Auditorias de uma comissão montada pela ONU fazem referências oblíquas a incidentes que geram perguntas sobre a conduta de alguns funcionários no Iraque apontados pela Casa Branca.
Nomeado pelo presidente George W. Bush para o Ministério da Saúde do Iraque, James Haveman parece, de acordo com os relatórios de auditoria, ter controlado pessoalmente centenas de milhões de dólares em papel-moeda, concedendo contratos com base em sua autoridade, driblando normas para compras e não produzindo registros adequados.

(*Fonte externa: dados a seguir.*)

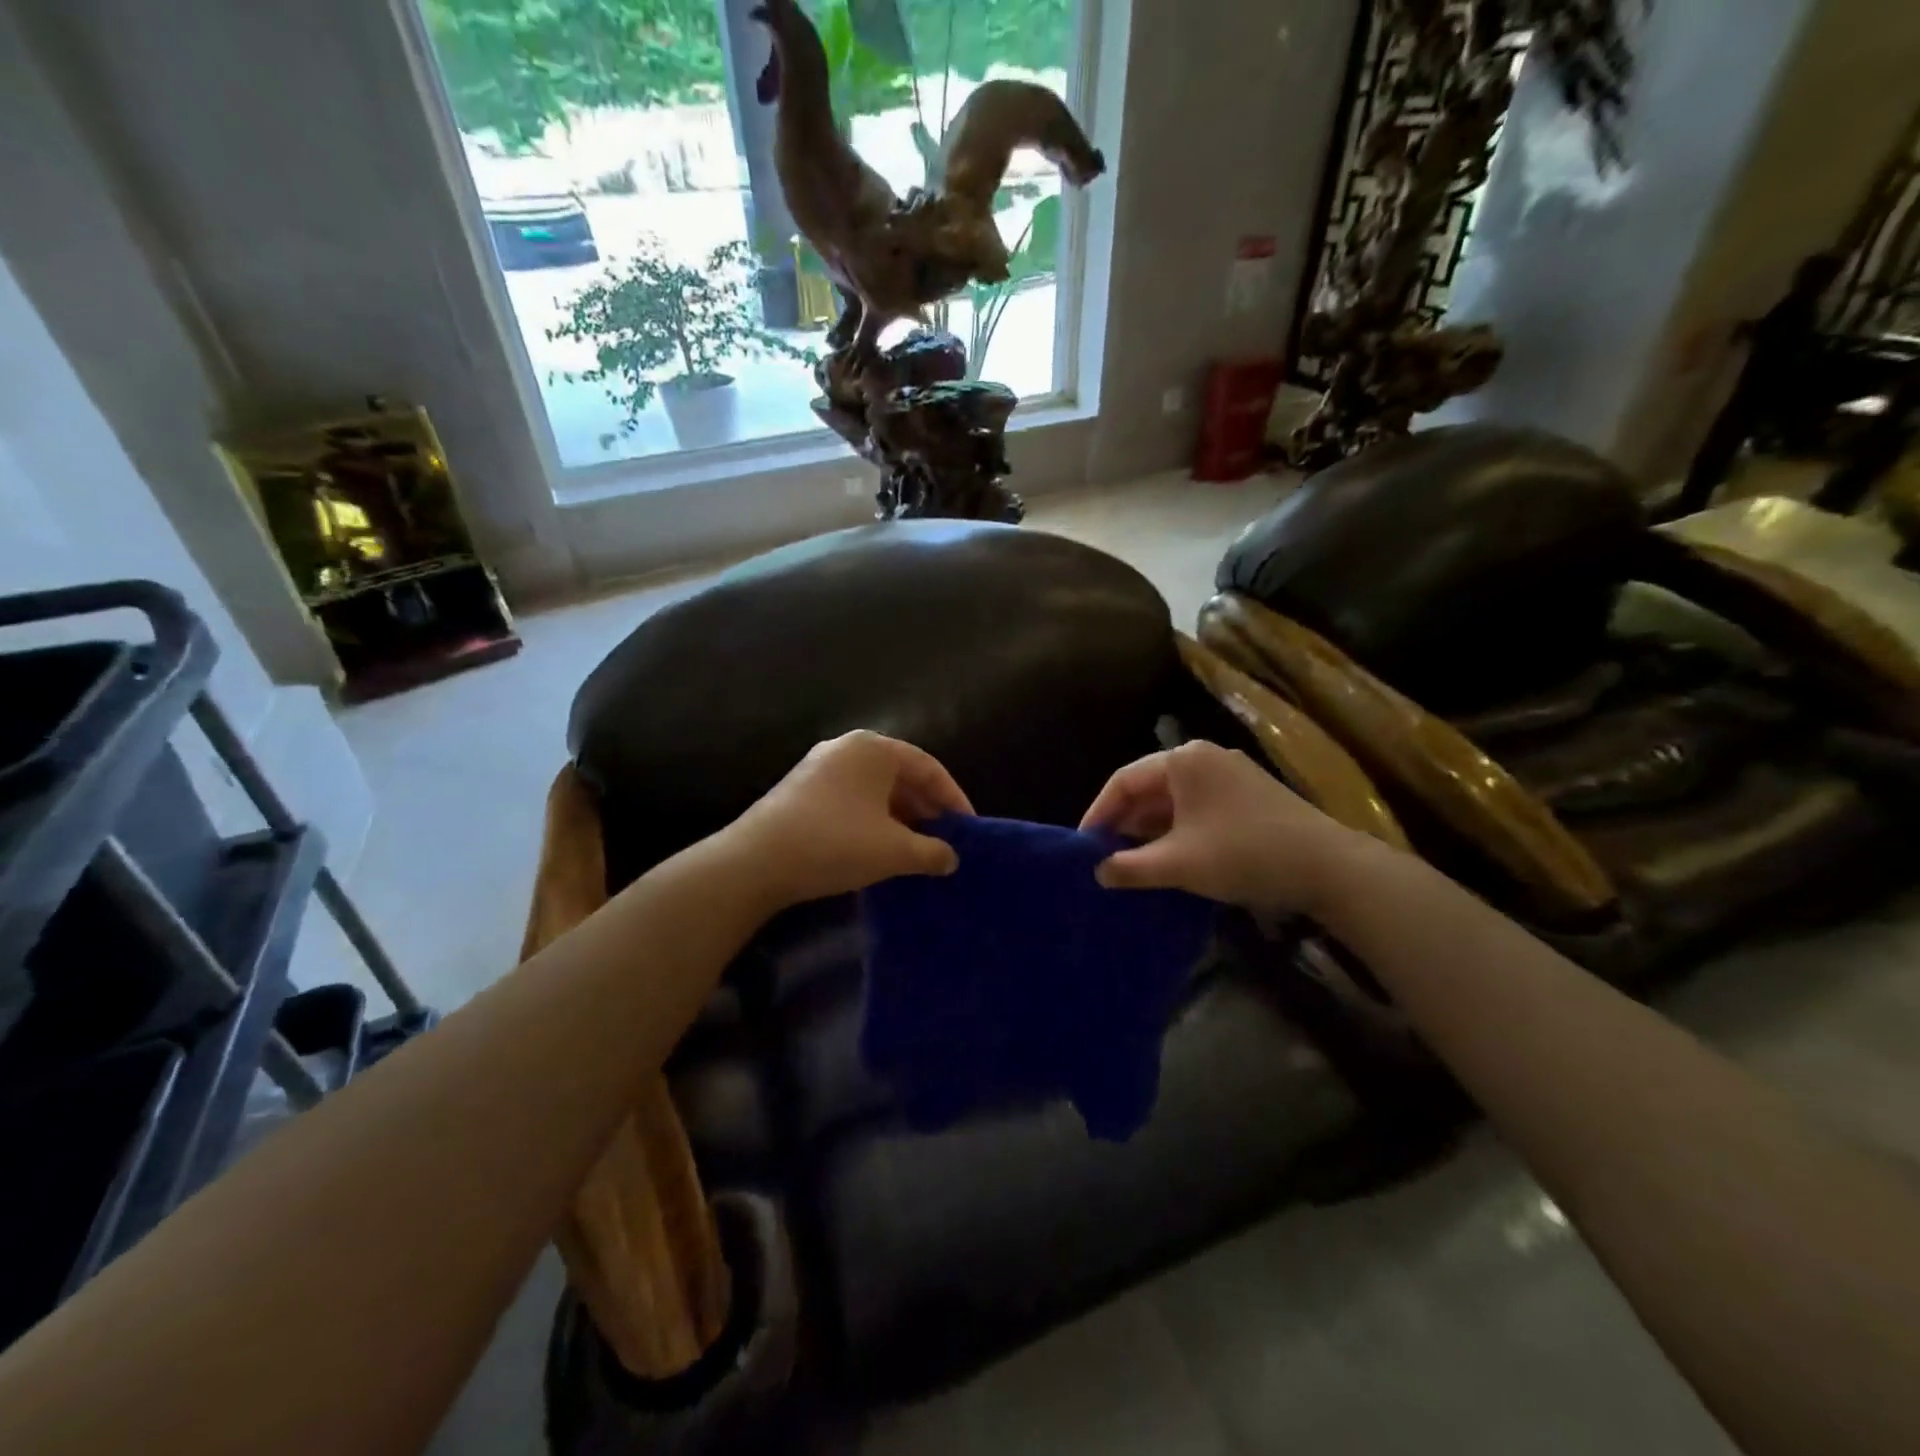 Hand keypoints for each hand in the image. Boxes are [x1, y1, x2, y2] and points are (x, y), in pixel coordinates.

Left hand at [729, 730, 972, 906]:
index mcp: (874, 749)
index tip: (969, 828)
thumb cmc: (836, 843)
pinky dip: (874, 819)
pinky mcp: (802, 789)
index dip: (954, 798)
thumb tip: (951, 858)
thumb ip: (931, 852)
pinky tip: (880, 847)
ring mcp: (820, 766)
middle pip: (901, 775)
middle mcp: (848, 748)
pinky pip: (852, 798)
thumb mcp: (894, 851)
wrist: (756, 861)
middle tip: (946, 839)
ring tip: (917, 848)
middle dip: (927, 808)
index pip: (929, 767)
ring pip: (875, 788)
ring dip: (901, 816)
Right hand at [1080, 741, 1361, 913]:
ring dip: (1150, 827)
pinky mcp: (1249, 794)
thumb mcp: (1177, 864)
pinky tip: (1171, 855)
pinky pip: (1198, 806)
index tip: (1083, 845)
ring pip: (1174, 798)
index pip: (1123, 781)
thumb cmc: (1242, 854)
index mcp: (1182, 760)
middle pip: (1149, 786)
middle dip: (1124, 821)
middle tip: (1104, 854)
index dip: (1098, 813)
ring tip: (1132, 859)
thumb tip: (1098, 871)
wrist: (1329, 867)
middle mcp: (1204, 757)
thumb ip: (1130, 867)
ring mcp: (1231, 774)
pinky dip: (1177, 828) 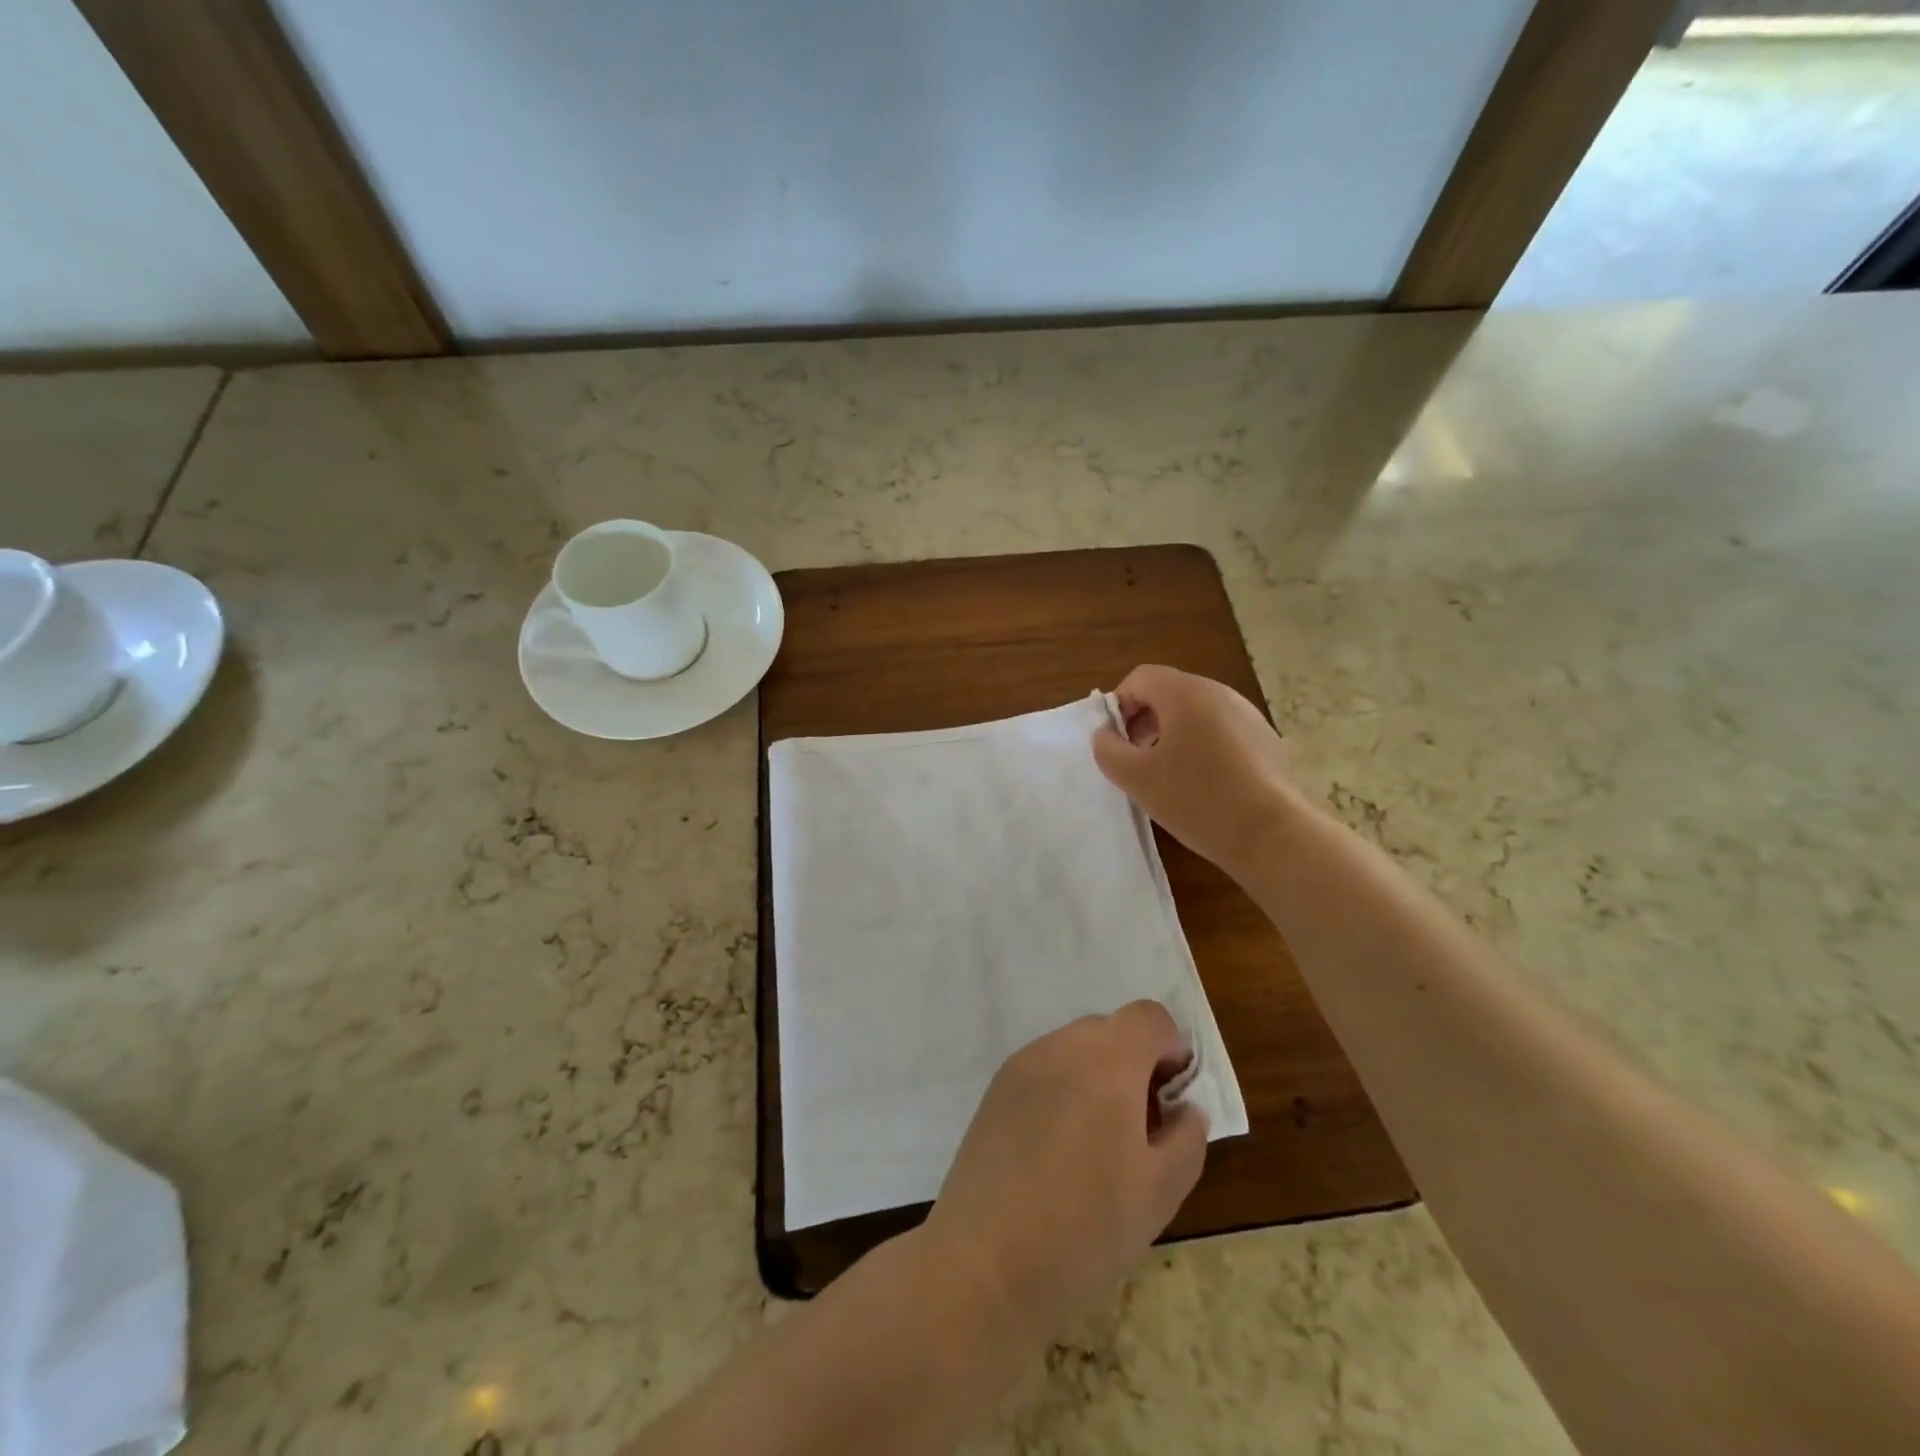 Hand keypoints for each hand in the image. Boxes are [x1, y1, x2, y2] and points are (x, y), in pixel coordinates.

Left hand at [923, 1001, 1207, 1342]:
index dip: (1170, 1050)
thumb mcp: (1160, 1192)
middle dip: (1134, 1065)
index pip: (1148, 1016)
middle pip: (1110, 1029)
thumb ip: (1186, 1138)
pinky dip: (1062, 1090)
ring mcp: (1022, 1064)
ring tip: (1095, 1146)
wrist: (985, 1260)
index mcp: (1108, 1060)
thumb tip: (1185, 1109)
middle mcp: (1062, 1045)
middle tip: (1138, 1130)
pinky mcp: (996, 1089)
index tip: (1169, 1101)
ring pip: (1074, 1049)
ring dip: (1096, 1077)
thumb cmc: (1085, 1226)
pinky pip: (1043, 1070)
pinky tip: (1055, 1151)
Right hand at [1093, 664, 1296, 880]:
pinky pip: (1222, 731)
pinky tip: (1203, 785)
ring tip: (1167, 775)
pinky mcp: (1266, 739)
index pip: (1140, 678)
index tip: (1116, 743)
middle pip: (1169, 693)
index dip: (1119, 705)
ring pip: (1196, 713)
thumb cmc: (1195, 799)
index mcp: (1185, 693)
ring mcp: (1247, 715)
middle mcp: (1219, 693)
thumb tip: (1106, 735)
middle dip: (1144, 721)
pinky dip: (1203, 747)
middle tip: (1136, 760)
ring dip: (1172, 735)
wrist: (1270, 833)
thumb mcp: (1136, 778)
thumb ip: (1109, 750) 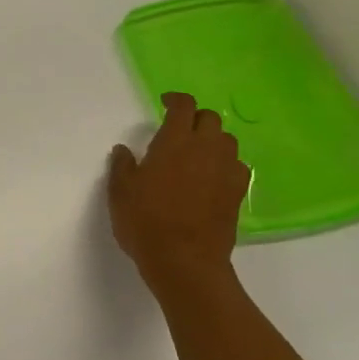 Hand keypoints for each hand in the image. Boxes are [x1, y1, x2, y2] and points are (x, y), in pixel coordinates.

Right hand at [108, 92, 250, 296]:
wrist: (185, 260)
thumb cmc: (145, 221)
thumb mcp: (120, 193)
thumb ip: (122, 167)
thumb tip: (124, 150)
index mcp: (174, 142)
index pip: (183, 106)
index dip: (175, 99)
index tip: (164, 102)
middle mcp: (206, 149)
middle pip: (209, 119)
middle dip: (194, 118)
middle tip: (178, 131)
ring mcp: (226, 170)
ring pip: (226, 141)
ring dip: (212, 140)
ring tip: (195, 154)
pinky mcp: (238, 192)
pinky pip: (237, 166)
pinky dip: (225, 164)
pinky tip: (211, 177) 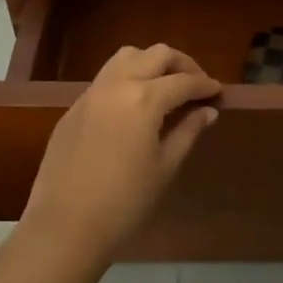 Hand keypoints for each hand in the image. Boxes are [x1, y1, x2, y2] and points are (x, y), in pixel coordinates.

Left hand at [22, 44, 221, 269]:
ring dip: (151, 63)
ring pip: (127, 57)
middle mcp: (118, 84)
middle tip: (196, 84)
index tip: (218, 92)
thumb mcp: (165, 167)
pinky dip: (127, 79)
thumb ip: (188, 131)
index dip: (205, 84)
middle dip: (182, 64)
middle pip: (156, 55)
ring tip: (165, 86)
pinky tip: (134, 106)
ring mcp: (92, 93)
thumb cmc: (124, 202)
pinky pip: (106, 78)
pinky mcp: (74, 107)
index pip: (184, 81)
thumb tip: (207, 110)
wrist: (64, 227)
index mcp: (145, 99) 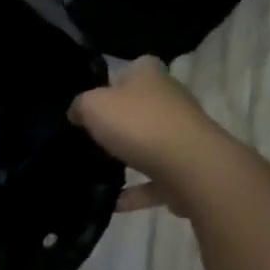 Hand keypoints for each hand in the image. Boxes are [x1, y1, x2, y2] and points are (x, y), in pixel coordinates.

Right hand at [69, 57, 217, 215]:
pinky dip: (135, 192)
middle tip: (91, 134)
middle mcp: (172, 101)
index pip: (136, 67)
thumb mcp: (93, 105)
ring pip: (151, 143)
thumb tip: (78, 113)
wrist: (191, 168)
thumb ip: (80, 106)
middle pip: (143, 106)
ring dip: (130, 157)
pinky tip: (112, 202)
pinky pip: (155, 181)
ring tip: (99, 170)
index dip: (116, 79)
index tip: (96, 97)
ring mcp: (183, 136)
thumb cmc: (138, 124)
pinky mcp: (188, 170)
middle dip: (122, 120)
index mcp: (150, 76) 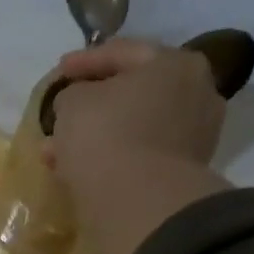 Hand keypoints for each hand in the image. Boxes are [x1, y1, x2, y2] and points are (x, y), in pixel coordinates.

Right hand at [44, 38, 231, 253]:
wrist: (138, 200)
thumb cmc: (106, 134)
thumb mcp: (73, 103)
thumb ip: (73, 94)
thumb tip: (77, 104)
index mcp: (175, 63)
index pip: (123, 52)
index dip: (85, 60)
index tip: (58, 70)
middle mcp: (195, 93)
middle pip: (132, 93)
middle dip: (92, 105)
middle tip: (61, 114)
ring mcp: (194, 136)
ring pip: (132, 128)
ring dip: (95, 136)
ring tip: (57, 151)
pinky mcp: (181, 173)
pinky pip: (137, 155)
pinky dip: (109, 158)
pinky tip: (78, 169) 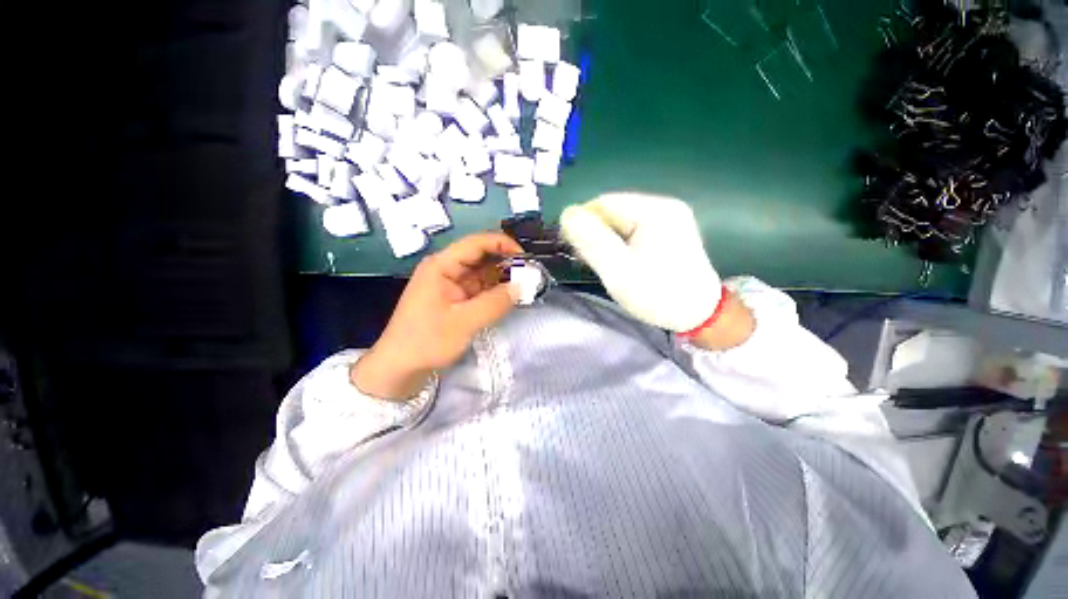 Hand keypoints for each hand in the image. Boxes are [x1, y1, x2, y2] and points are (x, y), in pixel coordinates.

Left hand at [351, 233, 523, 399]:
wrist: (399, 368)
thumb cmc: (427, 341)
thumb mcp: (464, 322)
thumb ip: (495, 303)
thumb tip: (522, 286)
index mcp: (442, 265)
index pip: (476, 243)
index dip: (502, 244)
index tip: (526, 257)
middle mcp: (446, 269)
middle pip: (480, 256)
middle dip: (505, 262)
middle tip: (530, 273)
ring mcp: (450, 284)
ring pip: (482, 273)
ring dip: (502, 278)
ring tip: (525, 284)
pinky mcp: (454, 299)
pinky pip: (479, 288)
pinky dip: (495, 291)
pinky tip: (510, 296)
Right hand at [561, 193, 753, 348]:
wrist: (699, 315)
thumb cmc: (657, 294)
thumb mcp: (618, 270)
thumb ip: (591, 241)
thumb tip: (567, 214)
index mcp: (654, 211)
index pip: (603, 203)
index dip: (581, 222)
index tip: (571, 247)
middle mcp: (664, 206)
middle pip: (613, 211)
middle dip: (594, 232)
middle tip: (585, 258)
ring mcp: (669, 218)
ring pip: (621, 221)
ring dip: (605, 239)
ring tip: (601, 262)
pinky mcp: (669, 232)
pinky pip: (633, 230)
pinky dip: (619, 243)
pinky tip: (617, 260)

Haveman recusou-se a comentar as discrepâncias apontadas pelos auditores. Os responsáveis pela difícil e arriscada tarefa de supervisionar a reconstrução se eximem de apresentar desculpas pela maneira como gastaram as receitas do petróleo iraquiano. Eles dizem que as discrepâncias de contabilidade devem ser vistas no contexto do tamanho e da urgência da tarefa que tinham.
"O país inteiro estava paralisado, estava morrendo. É claro que, do ponto de vista de procedimentos contábeis democráticos e americanos, foram tomados atalhos", diz sir Jeremy Greenstock, ex-representante especial do Reino Unido no Iraque. "Os atalhos foram tomados com o objetivo de fazer a economia iraquiana funcionar novamente."